**THE PROBLEM:**
Repeat the data exactly, with every line included.

*** Opening of INFORMATION ***

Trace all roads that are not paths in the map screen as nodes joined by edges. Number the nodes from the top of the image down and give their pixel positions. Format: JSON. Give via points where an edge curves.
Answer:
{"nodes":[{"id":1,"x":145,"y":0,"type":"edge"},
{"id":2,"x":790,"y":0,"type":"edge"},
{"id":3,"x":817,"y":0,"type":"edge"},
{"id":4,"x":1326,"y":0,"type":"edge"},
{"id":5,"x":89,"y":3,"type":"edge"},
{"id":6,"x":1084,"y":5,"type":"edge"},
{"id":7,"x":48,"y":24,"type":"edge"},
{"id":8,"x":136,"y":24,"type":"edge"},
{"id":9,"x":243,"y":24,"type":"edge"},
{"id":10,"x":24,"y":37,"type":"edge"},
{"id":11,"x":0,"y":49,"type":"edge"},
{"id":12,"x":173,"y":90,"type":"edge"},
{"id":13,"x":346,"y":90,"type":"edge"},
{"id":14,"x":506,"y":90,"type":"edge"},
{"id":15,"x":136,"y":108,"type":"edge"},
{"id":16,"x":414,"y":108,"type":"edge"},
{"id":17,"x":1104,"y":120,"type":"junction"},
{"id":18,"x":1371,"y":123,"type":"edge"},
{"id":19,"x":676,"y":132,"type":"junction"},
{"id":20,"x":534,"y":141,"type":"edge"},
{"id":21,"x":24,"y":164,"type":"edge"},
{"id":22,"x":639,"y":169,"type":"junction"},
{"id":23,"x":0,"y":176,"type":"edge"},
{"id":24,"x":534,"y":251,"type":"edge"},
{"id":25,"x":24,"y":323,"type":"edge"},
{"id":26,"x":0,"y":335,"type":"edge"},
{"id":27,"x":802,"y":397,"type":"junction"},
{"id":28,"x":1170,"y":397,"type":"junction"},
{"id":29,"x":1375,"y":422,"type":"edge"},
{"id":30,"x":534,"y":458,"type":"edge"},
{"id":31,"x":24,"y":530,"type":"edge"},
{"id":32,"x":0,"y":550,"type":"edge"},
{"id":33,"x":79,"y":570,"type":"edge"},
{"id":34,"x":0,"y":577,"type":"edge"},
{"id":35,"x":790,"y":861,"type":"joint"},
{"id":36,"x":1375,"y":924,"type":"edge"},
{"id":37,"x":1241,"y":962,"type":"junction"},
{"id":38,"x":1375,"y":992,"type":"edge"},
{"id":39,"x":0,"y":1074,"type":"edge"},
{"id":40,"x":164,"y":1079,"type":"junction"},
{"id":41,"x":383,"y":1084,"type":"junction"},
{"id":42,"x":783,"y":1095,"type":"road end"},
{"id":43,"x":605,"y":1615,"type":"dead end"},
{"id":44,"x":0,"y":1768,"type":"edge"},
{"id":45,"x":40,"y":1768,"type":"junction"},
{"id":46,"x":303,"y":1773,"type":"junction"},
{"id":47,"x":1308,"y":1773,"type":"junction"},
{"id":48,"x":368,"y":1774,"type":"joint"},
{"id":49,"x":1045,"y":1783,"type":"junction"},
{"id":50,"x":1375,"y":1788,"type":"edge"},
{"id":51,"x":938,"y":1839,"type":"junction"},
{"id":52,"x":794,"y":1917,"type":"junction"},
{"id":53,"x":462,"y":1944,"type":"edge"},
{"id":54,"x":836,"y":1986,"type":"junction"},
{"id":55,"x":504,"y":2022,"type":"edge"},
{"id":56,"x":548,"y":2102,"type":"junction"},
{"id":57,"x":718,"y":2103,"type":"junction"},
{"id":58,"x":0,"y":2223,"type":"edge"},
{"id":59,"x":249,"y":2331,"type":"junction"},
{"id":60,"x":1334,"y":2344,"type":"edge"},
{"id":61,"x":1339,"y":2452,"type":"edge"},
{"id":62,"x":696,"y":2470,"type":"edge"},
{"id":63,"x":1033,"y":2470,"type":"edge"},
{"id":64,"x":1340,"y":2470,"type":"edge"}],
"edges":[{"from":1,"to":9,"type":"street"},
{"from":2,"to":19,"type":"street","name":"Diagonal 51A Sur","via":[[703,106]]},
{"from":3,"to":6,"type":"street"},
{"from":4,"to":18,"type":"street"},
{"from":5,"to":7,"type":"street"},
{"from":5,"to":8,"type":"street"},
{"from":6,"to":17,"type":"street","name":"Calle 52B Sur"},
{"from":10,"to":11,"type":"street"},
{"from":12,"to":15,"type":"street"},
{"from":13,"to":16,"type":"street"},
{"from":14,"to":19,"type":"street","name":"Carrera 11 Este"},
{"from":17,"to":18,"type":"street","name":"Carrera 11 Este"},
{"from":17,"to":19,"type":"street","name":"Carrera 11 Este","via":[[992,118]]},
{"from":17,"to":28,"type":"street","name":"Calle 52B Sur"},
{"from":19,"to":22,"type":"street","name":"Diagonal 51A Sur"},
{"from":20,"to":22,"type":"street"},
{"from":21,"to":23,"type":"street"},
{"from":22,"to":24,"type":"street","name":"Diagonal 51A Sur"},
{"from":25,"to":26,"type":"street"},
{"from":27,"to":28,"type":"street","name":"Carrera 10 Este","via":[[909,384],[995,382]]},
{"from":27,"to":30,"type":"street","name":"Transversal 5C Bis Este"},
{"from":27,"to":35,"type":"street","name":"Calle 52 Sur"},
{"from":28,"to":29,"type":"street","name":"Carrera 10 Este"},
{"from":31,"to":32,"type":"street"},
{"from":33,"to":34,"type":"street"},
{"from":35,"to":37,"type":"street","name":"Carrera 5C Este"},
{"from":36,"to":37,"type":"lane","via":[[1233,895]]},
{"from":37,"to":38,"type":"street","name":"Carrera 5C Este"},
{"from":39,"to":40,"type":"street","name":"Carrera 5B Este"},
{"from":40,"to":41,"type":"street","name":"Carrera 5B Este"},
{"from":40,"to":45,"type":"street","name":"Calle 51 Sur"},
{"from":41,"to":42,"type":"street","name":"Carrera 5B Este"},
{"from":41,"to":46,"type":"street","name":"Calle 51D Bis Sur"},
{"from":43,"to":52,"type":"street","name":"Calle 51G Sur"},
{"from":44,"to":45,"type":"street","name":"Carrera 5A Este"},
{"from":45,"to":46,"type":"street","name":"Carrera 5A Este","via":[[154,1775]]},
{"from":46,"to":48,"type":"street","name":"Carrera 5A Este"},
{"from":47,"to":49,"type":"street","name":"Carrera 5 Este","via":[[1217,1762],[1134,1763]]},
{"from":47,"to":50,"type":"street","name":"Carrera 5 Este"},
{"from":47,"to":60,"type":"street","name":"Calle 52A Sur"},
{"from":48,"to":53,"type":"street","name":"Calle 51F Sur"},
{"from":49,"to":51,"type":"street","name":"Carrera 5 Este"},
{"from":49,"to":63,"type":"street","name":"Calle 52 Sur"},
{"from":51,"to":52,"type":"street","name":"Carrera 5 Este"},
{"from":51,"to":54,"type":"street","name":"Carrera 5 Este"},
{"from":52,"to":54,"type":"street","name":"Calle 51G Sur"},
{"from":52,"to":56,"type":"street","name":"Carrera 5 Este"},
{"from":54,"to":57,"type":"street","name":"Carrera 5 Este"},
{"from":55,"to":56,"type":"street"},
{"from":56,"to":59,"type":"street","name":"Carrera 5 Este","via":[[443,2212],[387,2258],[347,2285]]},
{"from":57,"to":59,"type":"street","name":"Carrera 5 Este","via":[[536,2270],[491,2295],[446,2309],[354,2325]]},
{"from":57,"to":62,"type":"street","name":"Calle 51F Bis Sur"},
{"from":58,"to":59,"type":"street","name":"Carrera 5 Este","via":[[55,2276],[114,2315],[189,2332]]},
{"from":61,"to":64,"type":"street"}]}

*** Close of INFORMATION ***

**RESULT:**
Trace all roads that are not paths in the map screen as nodes joined by edges. Number the nodes from the top of the image down and give their pixel positions. Format: JSON. Give via points where an edge curves.
Answer:
{"nodes":[{"id":1,"x":145,"y":0,"type":"edge"},
{"id":2,"x":790,"y":0,"type":"edge"},
{"id":3,"x":817,"y":0,"type":"edge"},
{"id":4,"x":1326,"y":0,"type":"edge"},
{"id":5,"x":89,"y":3,"type":"edge"},
{"id":6,"x":1084,"y":5,"type":"edge"},
{"id":7,"x":48,"y":24,"type":"edge"},
{"id":8,"x":136,"y":24,"type":"edge"},
{"id":9,"x":243,"y":24,"type":"edge"},
{"id":10,"x":24,"y":37,"type":"edge"},
{"id":11,"x":0,"y":49,"type":"edge"},
{"id":12,"x":173,"y":90,"type":"edge"},
{"id":13,"x":346,"y":90,"type":"edge"},
{"id":14,"x":506,"y":90,"type":"edge"},
{"id":15,"x":136,"y":108,"type":"edge"},
{"id":16,"x":414,"y":108,"type":"edge"},
{"id":17,"x":1104,"y":120,"type":"junction"},
{"id":18,"x":1371,"y":123,"type":"edge"},
{"id":19,"x":676,"y":132,"type":"junction"},
{"id":20,"x":534,"y":141,"type":"edge"},
{"id":21,"x":24,"y":164,"type":"edge"},
{"id":22,"x":639,"y":169,"type":"junction"},
{"id":23,"x":0,"y":176,"type":"edge"},
{"id":24,"x":534,"y":251,"type":"edge"},
{"id":25,"x":24,"y":323,"type":"edge"},
{"id":26,"x":0,"y":335,"type":"edge"},
{"id":27,"x":802,"y":397,"type":"junction"},
{"id":28,"x":1170,"y":397,"type":"junction"},
{"id":29,"x":1375,"y":422,"type":"edge"},
{"id":30,"x":534,"y":458,"type":"edge"},
{"id":31,"x":24,"y":530,"type":"edge"},
{"id":32,"x":0,"y":550,"type":"edge"},
{"id":33,"x":79,"y":570,"type":"edge"},
{"id":34,"x":0,"y":577,"type":"edge"},
{"id":35,"x":790,"y":861,"type":"joint"},
{"id":36,"x":1375,"y":924,"type":"edge"},
{"id":37,"x":1241,"y":962,"type":"junction"},
{"id":38,"x":1375,"y":992,"type":"edge"},
{"id":39,"x":0,"y":1074,"type":"edge"},
{"id":40,"x":164,"y":1079,"type":"junction"},
{"id":41,"x":383,"y":1084,"type":"junction"},
{"id":42,"x":783,"y":1095,"type":"road end"},
{"id":43,"x":605,"y":1615,"type":"dead end"},
{"id":44,"x":0,"y":1768,"type":"edge"},
{"id":45,"x":40,"y":1768,"type":"junction"},
{"id":46,"x":303,"y":1773,"type":"junction"},
{"id":47,"x":1308,"y":1773,"type":"junction"},
{"id":48,"x":368,"y":1774,"type":"joint"},
{"id":49,"x":1045,"y":1783,"type":"junction"},
{"id":50,"x":1375,"y":1788,"type":"edge"},
{"id":51,"x":938,"y":1839,"type":"junction"},
{"id":52,"x":794,"y":1917,"type":"junction"},
{"id":53,"x":462,"y":1944,"type":"edge"},
{"id":54,"x":836,"y":1986,"type":"junction"},
{"id":55,"x":504,"y":2022,"type":"edge"},
{"id":56,"x":548,"y":2102,"type":"junction"},
{"id":57,"x":718,"y":2103,"type":"junction"},
{"id":58,"x":0,"y":2223,"type":"edge"},
{"id":59,"x":249,"y":2331,"type":"junction"},
{"id":60,"x":1334,"y":2344,"type":"edge"},
{"id":61,"x":1339,"y":2452,"type":"edge"},
{"id":62,"x":696,"y":2470,"type":"edge"},
{"id":63,"x":1033,"y":2470,"type":"edge"},
{"id":64,"x":1340,"y":2470,"type":"edge"}],
"edges":[{"from":1,"to":9,"type":"street"},
{"from":2,"to":19,"type":"street","name":"Diagonal 51A Sur","via":[[703,106]]},
{"from":3,"to":6,"type":"street"},
{"from":4,"to":18,"type":"street"},
{"from":5,"to":7,"type":"street"},
{"from":5,"to":8,"type":"street"},
{"from":6,"to":17,"type":"street","name":"Calle 52B Sur"},
{"from":10,"to":11,"type":"street"},
{"from":12,"to":15,"type":"street"},
{"from":13,"to":16,"type":"street"},
{"from":14,"to":19,"type":"street","name":"Carrera 11 Este"},
{"from":17,"to":18,"type":"street","name":"Carrera 11 Este"},
{"from":17,"to":19,"type":"street","name":"Carrera 11 Este","via":[[992,118]]},
{"from":17,"to":28,"type":"street","name":"Calle 52B Sur"},
{"from":19,"to":22,"type":"street","name":"Diagonal 51A Sur"},
{"from":20,"to":22,"type":"street"},
{"from":21,"to":23,"type":"street"},
{"from":22,"to":24,"type":"street","name":"Diagonal 51A Sur"},
{"from":25,"to":26,"type":"street"},
{"from":27,"to":28,"type":"street","name":"Carrera 10 Este","via":[[909,384],[995,382]]},
{"from":27,"to":30,"type":"street","name":"Transversal 5C Bis Este"},
{"from":27,"to":35,"type":"street","name":"Calle 52 Sur"},
{"from":28,"to":29,"type":"street","name":"Carrera 10 Este"},
{"from":31,"to":32,"type":"street"},
{"from":33,"to":34,"type":"street"},
{"from":35,"to":37,"type":"street","name":"Carrera 5C Este"},
{"from":36,"to":37,"type":"lane","via":[[1233,895]]},
{"from":37,"to":38,"type":"street","name":"Carrera 5C Este"},
{"from":39,"to":40,"type":"street","name":"Carrera 5B Este"},
{"from":40,"to":41,"type":"street","name":"Carrera 5B Este"},
{"from":40,"to":45,"type":"street","name":"Calle 51 Sur"},
{"from":41,"to":42,"type":"street","name":"Carrera 5B Este"},
{"from":41,"to":46,"type":"street","name":"Calle 51D Bis Sur"},
{"from":43,"to":52,"type":"street","name":"Calle 51G Sur"},
{"from":44,"to":45,"type":"street","name":"Carrera 5A Este"},
{"from":45,"to":46,"type":"street","name":"Carrera 5A Este","via":[[154,1775]]},
{"from":46,"to":48,"type":"street","name":"Carrera 5A Este"},
{"from":47,"to":49,"type":"street","name":"Carrera 5 Este","via":[[1217,1762],[1134,1763]]},
{"from":47,"to":50,"type":"street","name":"Carrera 5 Este"},
{"from":47,"to":60,"type":"street","name":"Calle 52A Sur"},
{"from":48,"to":53,"type":"street","name":"Calle 51F Sur"},
{"from":49,"to":51,"type":"street","name":"Carrera 5 Este"},
{"from":49,"to":63,"type":"street","name":"Calle 52 Sur"},
{"from":51,"to":52,"type":"street","name":"Carrera 5 Este"},
{"from":51,"to":54,"type":"street","name":"Carrera 5 Este"},
{"from":52,"to":54,"type":"street","name":"Calle 51G Sur"},
{"from":52,"to":56,"type":"street","name":"Carrera 5 Este"},
{"from":54,"to":57,"type":"street","name":"Carrera 5 Este"},
{"from":55,"to":56,"type":"street"},
{"from":56,"to":59,"type":"street","name":"Carrera 5 Este","via":[[443,2212],[387,2258],[347,2285]]},
{"from":57,"to":59,"type":"street","name":"Carrera 5 Este","via":[[536,2270],[491,2295],[446,2309],[354,2325]]},
{"from":57,"to":62,"type":"street","name":"Calle 51F Bis Sur"},
{"from":58,"to":59,"type":"street","name":"Carrera 5 Este","via":[[55,2276],[114,2315],[189,2332]]},
{"from":61,"to":64,"type":"street"}]}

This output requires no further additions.